As disclosed in Halsey et al. '751, the location of each monitor must be accurately known to determine the location of the beacon. Moreover, to use the system efficiently in a rescue operation, the monitors must be quickly dispersed around the structure. In a typical application of the system disclosed in Halsey et al. '751, the monitors are preferably distributed somewhat uniformly around the structure to minimize geometric dilution of precision (GDOP) and increase system accuracy. As a consequence, only some of the monitors may be within line-of-sight of each other or the base station. Once dispersed, the monitor locations, including the elevation of each monitor, must be quickly acquired and communicated to the base station for use in the beacon location and tracking algorithm. In addition, the system should be able to periodically verify and quickly update the monitor locations in case one of the monitors is moved during the rescue operation.
In addition to registering the location of each monitor, the phase references at each monitor must either be synchronized or the relationship between phase references determined and input into the beacon location and tracking algorithm. For the later, the differences between phase references must be measured and communicated to the base station. In a typical rescue situation, the synchronization (or difference measurement) must be performed quickly, and may need to be performed under relatively adverse conditions. Once the monitor positions have been registered and the network synchronized, it may be necessary to resynchronize the phase references during the operation to assure system accuracy over long operational periods.

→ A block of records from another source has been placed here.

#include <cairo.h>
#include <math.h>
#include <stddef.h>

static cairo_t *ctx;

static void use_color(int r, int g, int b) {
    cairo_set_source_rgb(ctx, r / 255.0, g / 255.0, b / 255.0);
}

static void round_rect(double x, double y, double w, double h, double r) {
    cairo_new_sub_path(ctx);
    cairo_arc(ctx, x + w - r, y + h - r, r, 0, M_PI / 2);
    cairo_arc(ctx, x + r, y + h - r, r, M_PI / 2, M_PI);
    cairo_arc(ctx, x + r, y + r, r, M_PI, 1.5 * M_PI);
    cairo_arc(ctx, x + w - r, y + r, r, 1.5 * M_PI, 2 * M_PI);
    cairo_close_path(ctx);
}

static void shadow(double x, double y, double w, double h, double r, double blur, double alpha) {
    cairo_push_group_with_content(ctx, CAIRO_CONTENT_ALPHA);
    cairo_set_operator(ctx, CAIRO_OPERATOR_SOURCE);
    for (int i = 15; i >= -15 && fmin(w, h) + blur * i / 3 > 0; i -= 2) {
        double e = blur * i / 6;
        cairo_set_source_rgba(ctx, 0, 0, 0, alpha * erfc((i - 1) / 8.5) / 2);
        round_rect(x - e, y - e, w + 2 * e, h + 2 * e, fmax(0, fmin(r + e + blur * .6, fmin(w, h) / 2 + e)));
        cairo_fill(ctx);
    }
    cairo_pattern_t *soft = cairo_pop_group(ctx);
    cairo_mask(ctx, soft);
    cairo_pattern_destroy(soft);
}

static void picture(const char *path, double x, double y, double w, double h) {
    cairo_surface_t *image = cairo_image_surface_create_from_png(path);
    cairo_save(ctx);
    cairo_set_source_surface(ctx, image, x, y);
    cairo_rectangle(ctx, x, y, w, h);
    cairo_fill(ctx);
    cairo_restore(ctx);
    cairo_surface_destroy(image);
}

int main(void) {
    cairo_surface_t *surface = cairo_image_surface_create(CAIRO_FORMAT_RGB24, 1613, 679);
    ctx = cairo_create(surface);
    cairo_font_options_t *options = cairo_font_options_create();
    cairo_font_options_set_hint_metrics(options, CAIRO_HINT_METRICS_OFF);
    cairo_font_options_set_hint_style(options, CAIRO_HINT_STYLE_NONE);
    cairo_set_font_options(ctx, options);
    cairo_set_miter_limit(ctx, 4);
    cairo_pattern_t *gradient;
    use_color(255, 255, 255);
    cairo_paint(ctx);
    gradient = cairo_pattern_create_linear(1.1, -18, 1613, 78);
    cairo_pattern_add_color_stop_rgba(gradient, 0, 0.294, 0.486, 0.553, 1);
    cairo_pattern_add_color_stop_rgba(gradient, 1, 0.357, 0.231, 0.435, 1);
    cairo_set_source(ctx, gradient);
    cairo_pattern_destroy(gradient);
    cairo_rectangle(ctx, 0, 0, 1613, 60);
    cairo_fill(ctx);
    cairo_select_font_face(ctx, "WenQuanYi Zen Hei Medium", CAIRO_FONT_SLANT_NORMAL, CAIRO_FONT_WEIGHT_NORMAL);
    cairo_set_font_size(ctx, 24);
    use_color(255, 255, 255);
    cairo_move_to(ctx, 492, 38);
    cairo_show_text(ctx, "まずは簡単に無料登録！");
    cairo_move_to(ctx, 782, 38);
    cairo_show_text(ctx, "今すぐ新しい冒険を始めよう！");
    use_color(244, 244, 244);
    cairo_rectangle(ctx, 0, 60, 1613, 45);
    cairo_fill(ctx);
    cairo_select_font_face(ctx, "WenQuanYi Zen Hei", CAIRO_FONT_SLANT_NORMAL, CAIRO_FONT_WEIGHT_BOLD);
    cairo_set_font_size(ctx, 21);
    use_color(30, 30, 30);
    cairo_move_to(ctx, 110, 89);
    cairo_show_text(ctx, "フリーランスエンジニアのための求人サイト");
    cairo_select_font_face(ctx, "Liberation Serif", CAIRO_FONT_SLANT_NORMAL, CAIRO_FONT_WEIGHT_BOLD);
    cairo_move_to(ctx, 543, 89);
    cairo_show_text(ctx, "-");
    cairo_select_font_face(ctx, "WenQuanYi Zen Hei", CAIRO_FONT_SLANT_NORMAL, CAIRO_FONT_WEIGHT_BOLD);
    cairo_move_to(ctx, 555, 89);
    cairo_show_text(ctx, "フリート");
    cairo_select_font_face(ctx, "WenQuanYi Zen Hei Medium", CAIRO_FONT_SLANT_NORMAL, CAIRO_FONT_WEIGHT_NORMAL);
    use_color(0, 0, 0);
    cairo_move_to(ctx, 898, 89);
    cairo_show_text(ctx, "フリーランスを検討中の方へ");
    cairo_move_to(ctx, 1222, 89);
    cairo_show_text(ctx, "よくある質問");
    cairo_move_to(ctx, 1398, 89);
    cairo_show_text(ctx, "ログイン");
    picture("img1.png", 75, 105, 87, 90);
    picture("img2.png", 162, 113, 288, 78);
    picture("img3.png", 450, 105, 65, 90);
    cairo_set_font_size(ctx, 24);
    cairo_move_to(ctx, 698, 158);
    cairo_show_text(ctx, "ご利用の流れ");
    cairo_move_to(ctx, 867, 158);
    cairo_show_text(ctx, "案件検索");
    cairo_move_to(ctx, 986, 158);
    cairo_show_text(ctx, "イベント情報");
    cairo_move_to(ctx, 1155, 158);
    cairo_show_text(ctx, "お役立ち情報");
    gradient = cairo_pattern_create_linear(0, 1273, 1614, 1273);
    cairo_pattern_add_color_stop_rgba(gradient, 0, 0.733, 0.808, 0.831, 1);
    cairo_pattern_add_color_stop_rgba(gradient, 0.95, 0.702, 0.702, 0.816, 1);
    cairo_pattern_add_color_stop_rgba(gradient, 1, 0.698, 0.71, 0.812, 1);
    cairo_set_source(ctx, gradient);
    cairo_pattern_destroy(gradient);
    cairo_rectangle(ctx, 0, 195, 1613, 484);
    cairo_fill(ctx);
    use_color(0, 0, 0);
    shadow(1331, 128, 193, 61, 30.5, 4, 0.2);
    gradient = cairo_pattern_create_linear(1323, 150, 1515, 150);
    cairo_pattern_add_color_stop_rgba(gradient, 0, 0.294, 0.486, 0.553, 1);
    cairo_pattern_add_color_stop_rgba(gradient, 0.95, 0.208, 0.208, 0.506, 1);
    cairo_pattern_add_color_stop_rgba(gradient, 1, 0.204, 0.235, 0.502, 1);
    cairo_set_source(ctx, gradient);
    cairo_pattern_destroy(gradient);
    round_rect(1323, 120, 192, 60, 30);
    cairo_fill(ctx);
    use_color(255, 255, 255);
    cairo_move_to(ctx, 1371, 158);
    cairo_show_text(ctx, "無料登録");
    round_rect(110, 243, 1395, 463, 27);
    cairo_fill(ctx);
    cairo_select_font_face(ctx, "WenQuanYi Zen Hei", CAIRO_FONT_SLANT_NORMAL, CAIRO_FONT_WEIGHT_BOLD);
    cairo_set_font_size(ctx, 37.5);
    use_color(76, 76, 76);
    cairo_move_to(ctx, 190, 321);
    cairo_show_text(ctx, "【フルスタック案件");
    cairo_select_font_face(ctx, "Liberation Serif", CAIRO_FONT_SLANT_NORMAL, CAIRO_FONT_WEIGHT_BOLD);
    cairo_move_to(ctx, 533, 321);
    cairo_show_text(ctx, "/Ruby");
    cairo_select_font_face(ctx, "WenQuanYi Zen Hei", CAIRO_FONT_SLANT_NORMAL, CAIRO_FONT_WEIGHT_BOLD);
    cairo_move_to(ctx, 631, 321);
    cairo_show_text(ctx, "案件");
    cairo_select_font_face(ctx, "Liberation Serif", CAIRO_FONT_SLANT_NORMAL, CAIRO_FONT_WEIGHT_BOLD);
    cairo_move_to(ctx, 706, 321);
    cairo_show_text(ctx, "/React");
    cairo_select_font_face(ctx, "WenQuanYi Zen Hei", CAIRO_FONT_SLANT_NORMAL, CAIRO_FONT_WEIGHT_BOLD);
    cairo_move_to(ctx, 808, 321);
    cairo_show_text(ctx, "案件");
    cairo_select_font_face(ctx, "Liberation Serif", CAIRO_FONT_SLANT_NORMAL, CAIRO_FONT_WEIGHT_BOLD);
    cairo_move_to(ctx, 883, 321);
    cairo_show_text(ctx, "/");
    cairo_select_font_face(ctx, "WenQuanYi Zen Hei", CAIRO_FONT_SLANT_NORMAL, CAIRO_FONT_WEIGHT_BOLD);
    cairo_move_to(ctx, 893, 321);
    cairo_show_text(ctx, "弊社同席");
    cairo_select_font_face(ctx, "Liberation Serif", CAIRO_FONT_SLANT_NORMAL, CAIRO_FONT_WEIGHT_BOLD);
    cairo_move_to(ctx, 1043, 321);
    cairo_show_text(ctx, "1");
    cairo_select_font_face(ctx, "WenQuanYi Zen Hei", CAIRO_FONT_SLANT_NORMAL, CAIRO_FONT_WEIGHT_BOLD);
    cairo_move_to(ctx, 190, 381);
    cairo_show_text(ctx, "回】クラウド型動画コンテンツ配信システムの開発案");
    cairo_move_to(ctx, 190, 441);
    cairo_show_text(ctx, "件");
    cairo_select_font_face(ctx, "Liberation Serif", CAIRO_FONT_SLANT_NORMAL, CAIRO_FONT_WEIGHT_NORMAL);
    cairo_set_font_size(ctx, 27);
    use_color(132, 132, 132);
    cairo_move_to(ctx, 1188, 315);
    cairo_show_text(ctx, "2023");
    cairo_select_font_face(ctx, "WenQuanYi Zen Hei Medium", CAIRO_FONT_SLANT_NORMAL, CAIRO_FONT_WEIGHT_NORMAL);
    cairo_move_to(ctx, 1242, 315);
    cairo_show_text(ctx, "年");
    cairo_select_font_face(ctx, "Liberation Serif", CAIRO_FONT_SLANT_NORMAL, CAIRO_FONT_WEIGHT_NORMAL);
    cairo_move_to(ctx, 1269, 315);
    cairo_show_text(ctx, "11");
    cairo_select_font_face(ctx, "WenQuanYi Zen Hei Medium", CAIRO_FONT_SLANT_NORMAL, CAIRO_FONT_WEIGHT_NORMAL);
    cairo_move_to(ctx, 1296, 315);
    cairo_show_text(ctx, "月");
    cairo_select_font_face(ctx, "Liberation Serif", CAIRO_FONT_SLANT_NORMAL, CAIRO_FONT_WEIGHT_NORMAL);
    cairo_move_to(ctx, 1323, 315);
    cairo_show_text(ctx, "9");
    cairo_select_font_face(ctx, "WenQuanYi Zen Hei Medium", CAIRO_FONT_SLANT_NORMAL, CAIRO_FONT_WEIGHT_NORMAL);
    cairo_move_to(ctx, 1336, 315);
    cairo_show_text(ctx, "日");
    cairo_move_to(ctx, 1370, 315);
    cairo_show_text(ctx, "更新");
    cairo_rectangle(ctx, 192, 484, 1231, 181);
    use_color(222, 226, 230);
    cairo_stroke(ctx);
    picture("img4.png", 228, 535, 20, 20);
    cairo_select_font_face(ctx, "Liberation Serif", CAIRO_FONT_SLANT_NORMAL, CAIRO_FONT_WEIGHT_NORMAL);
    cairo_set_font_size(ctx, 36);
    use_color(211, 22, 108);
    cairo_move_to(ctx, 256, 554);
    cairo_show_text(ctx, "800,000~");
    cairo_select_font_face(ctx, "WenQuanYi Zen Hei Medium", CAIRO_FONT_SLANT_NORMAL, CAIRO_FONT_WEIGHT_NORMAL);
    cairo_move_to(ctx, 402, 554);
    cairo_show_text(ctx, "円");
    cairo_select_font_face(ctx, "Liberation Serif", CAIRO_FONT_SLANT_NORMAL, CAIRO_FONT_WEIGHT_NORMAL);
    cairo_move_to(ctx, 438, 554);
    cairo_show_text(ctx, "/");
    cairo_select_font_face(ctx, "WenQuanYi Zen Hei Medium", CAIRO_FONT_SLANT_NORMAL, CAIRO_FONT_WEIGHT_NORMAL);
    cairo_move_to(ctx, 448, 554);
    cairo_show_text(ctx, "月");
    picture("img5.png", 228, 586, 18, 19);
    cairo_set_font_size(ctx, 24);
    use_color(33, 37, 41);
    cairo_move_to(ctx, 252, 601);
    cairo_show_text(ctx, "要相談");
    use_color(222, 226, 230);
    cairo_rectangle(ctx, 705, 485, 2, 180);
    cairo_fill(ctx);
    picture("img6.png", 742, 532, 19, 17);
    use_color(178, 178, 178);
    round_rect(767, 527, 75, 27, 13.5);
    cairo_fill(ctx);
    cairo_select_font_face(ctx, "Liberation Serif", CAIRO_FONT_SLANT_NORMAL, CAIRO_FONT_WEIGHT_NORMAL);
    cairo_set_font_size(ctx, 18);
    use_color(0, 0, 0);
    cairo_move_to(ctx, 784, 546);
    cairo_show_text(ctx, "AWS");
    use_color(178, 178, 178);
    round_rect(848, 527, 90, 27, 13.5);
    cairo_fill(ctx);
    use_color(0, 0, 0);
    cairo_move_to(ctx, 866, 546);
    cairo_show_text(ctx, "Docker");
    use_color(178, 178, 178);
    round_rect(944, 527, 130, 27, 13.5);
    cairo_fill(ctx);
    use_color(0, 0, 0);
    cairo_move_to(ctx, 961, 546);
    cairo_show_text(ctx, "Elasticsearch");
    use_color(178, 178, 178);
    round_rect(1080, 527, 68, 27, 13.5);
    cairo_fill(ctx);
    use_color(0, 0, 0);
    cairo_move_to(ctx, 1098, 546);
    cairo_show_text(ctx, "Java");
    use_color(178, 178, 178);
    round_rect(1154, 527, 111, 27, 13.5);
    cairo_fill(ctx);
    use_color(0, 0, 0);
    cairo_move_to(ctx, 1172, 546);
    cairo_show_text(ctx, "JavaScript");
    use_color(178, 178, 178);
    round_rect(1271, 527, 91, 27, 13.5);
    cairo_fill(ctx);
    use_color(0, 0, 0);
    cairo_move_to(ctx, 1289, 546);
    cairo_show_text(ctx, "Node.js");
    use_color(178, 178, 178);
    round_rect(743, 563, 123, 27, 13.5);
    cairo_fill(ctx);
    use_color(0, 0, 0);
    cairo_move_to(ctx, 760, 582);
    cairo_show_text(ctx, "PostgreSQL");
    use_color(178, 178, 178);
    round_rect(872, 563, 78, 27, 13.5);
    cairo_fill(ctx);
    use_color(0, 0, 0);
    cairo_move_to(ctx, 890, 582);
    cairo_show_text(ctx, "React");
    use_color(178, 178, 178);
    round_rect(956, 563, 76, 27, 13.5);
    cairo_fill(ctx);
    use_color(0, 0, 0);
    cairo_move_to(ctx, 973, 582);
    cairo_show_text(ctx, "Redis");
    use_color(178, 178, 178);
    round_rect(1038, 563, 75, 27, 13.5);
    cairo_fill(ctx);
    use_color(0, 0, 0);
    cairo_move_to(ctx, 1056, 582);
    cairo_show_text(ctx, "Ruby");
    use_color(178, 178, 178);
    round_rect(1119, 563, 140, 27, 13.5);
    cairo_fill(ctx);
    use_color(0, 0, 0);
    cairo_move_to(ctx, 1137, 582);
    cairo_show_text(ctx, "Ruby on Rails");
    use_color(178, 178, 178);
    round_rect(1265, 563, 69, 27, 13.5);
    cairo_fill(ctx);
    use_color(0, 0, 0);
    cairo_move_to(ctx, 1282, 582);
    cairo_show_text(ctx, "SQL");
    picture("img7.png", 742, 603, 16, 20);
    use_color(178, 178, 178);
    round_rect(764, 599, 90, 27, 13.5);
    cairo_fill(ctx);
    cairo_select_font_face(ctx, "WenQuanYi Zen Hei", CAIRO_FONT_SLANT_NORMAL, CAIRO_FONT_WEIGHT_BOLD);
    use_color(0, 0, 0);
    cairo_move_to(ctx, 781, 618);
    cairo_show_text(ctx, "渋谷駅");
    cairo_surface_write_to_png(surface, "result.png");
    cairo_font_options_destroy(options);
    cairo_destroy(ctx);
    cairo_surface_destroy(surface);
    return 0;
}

In light of the above, it is an object of the present invention to provide systems and methods suitable for the purposes of registering the positions of a network of monitors and phase synchronizing the network. It is another object of the present invention to provide systems and methods for quickly phase synchronizing and registering the positions of a network of monitors that can then be used to locate and track the position of a beacon inside a building. Yet another object of the present invention is to provide systems and methods for registering the positions of a network of monitors and phase synchronizing the network which are easy to use, relatively simple to implement, and comparatively cost effective.